Exercise instructions:
Every line of the data below that holds the string "Kartini" needs to be reported.

★ ★ ★

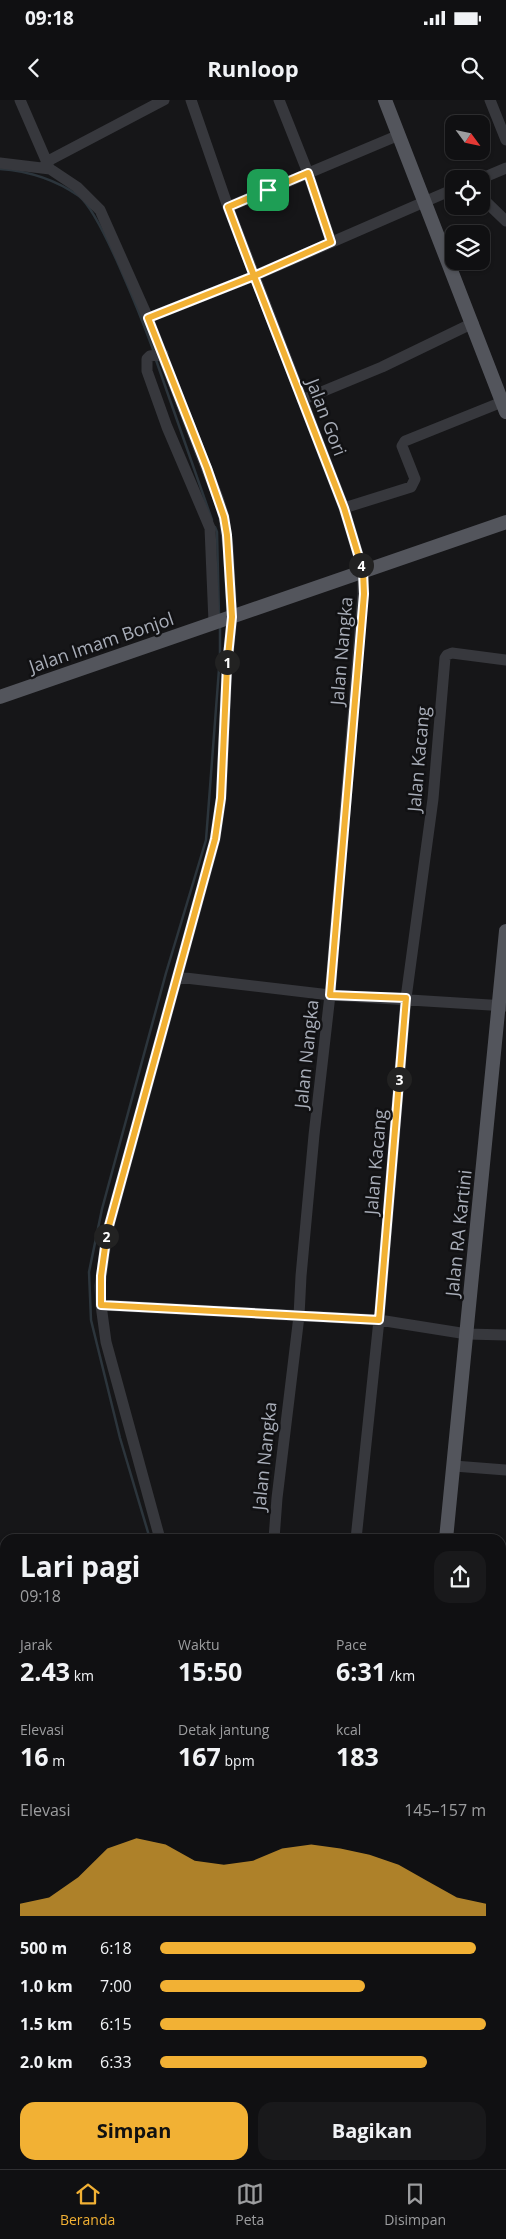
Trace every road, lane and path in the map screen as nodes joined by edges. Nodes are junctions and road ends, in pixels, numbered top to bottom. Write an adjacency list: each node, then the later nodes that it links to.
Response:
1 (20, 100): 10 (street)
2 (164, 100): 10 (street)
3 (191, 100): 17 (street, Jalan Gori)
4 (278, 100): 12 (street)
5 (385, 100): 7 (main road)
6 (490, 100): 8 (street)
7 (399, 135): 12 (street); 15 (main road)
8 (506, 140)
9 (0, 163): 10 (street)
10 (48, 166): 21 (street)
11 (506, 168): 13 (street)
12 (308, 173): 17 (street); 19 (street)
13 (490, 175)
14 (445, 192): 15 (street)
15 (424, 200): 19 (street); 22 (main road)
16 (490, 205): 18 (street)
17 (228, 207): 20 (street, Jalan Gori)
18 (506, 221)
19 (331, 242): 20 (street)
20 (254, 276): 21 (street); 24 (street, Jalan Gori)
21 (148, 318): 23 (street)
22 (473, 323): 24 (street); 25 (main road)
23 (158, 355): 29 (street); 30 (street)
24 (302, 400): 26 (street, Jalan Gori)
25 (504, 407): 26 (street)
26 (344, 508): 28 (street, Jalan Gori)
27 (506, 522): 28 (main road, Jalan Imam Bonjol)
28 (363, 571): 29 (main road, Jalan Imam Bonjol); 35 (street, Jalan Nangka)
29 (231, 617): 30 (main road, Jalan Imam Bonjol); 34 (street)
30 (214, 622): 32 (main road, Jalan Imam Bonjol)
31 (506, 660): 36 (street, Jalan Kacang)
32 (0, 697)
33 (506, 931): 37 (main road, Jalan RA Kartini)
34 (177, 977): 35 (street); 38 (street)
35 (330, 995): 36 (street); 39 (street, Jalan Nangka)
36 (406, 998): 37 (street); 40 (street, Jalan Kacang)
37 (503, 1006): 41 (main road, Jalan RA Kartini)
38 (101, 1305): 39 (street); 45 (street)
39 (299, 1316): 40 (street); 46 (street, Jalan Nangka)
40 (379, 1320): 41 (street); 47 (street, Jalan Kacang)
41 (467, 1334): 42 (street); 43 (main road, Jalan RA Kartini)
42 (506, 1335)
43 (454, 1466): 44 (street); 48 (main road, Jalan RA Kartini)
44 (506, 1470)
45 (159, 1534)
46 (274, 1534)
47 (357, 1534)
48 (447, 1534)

★ ★ ★

Written solution:
33 (506, 931): 37 (main road, Jalan RA Kartini)
37 (503, 1006): 41 (main road, Jalan RA Kartini)
41 (467, 1334): 42 (street); 43 (main road, Jalan RA Kartini)
43 (454, 1466): 44 (street); 48 (main road, Jalan RA Kartini)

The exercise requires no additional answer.